Activision Blizzard misconduct allegations allegedly led to Microsoft acquisition

The deal was months in the making

Microsoft‘s acquisition of Activision Blizzard apparently came about due to the misconduct allegations against the latter.

A new report from Bloomberg has detailed some of the behind the scenes actions that are said to have taken place regarding the Activision Blizzard acquisition. According to the report, when the news broke of misconduct allegations at Activision Blizzard from The Wall Street Journal, Microsoft Corp. senior executives suggested Xbox head Phil Spencer should go into talks with Activision CEO Bobby Kotick.
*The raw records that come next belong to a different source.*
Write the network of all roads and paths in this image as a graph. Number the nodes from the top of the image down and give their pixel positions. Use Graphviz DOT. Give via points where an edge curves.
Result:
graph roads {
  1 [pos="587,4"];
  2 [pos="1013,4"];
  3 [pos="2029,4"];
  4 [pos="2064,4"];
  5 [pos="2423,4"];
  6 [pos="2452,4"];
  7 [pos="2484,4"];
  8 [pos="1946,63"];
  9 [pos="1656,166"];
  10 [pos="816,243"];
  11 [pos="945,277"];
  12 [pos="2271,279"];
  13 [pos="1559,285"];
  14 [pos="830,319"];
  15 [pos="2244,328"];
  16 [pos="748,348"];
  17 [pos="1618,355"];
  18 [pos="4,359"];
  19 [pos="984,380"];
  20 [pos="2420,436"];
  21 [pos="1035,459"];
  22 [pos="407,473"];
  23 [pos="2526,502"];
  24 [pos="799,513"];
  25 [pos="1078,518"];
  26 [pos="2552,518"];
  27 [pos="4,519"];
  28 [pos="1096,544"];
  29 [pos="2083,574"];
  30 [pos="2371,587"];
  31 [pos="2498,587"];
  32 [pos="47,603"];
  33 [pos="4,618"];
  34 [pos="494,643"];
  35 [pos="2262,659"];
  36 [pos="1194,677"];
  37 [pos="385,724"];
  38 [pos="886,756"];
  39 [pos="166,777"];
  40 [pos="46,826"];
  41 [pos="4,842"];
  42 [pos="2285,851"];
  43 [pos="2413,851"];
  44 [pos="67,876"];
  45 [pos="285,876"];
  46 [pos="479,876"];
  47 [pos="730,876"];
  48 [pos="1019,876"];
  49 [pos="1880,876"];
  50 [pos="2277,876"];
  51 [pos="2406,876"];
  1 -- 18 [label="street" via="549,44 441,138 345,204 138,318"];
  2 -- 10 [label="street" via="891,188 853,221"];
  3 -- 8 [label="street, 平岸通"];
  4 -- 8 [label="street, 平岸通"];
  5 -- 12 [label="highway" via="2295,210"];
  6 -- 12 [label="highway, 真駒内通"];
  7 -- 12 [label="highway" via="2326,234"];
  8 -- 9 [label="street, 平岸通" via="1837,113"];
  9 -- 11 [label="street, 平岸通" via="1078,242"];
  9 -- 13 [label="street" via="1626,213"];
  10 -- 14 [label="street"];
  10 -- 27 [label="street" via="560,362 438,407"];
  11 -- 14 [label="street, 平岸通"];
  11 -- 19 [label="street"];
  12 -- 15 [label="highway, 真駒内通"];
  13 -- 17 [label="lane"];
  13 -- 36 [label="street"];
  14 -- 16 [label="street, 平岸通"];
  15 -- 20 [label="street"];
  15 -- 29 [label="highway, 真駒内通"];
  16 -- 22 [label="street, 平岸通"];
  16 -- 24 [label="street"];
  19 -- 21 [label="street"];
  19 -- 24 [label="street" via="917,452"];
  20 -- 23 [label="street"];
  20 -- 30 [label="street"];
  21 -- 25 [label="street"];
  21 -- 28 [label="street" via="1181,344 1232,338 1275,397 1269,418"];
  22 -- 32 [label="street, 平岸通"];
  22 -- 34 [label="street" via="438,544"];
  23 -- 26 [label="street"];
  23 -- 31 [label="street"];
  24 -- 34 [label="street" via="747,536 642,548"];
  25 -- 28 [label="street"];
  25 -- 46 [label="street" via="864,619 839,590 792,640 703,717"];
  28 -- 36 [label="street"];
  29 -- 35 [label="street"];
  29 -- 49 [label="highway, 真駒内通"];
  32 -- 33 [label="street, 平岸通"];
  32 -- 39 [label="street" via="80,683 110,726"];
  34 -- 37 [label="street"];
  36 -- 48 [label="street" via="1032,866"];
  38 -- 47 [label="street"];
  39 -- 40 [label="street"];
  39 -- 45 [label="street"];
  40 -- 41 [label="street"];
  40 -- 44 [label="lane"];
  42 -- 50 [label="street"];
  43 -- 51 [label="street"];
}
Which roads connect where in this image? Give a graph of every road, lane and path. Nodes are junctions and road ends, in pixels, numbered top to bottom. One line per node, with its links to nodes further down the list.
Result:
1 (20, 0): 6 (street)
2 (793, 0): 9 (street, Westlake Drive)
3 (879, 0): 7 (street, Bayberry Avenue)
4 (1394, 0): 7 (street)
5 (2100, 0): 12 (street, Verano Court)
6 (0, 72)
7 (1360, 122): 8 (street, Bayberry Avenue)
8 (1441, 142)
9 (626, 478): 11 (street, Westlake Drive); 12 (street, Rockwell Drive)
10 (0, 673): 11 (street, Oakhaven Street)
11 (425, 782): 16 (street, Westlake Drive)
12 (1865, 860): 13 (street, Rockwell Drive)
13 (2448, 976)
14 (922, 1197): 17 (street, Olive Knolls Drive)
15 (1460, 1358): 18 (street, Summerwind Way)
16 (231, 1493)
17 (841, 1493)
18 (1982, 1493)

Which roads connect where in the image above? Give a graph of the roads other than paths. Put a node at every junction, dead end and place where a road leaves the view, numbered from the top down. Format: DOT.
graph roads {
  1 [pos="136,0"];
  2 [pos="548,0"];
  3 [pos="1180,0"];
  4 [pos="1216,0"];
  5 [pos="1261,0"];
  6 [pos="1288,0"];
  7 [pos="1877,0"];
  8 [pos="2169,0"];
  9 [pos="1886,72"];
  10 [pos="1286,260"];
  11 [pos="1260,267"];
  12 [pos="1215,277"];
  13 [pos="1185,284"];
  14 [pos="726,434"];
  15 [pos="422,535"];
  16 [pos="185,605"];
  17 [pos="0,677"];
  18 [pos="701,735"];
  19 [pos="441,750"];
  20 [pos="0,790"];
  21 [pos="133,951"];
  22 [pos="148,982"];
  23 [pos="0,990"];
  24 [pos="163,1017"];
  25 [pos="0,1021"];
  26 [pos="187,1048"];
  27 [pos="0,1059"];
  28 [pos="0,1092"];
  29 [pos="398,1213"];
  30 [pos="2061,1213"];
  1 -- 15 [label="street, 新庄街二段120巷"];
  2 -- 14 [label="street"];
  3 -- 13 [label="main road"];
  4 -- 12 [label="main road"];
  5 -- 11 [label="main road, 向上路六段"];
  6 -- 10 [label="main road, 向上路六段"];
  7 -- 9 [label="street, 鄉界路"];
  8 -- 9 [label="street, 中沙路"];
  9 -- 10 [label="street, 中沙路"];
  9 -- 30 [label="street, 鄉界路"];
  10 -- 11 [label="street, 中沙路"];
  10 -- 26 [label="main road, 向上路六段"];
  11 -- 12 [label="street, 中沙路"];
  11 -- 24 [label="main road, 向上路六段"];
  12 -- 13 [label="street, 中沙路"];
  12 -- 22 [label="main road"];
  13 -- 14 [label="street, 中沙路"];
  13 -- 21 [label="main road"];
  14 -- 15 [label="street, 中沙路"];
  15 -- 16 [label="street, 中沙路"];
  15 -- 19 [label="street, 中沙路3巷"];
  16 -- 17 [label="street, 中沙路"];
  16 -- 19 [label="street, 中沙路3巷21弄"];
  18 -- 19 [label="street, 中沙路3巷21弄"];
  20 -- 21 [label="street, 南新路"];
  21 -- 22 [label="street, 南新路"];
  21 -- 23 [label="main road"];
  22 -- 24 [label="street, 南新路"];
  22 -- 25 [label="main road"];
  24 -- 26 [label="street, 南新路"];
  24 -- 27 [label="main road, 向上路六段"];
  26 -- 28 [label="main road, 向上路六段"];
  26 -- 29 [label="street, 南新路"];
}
Spencer and Microsoft had two goals. The first was apparently to offer support to Activision Blizzard, and to make it clear that Microsoft was concerned about the allegations against the company. At the time of the allegations, now former Blizzard president J. Allen Brack sent an email to staff addressing the situation, saying “The allegations and the hurt of current and former employees are extremely troubling…”


While I can’t comment on the specifics of the case as it’s an open investigation, what I can say is that the behaviour detailed in the allegations is completely unacceptable.”

Activision Blizzard executive Fran Townsend responded differently, denying the allegations in an email to staff saying “A recently filed lawsuit presented a distorted and untrue picture of our company, including factually incorrect, old, and out of context stories – some from more than a decade ago.”

Microsoft’s second supposed goal was to guarantee that they would be in a position to acquire Activision Blizzard, should the company be interested in selling.

Bobby Kotick, President and CEO, Activision Blizzard in 2014 CREDIT: Javier Rojas

The month following The WSJ report, Activision Blizzard stock dropped by about 15%, but Kotick and the board weren’t immediately sold on being acquired by Microsoft, according to sources that spoke with Bloomberg. Activision apparently looked for other interested parties, including Facebook parent company Meta, and at least one other large company.

Microsoft apparently backed off when it became clear Activision weren’t entirely convinced, but obviously conversations continued at a later date. A majority of the merger talks took place between Spencer and Kotick, though Microsoft CEO Satya Nadella was involved where necessary.


Nadella had apparently been looking for a large-scale acquisition since the summer of 2020 that would provide Microsoft with an established group of consumers. With Activision Blizzard also owning mobile developer King, the acquisition became a perfect fit for Microsoft.

Microsoft’s acquisition of Activision was announced January 18, the latest story that puts Activision Blizzard in the spotlight. It’s currently unclear if Kotick is staying on as CEO, and he has declined to comment on the matter.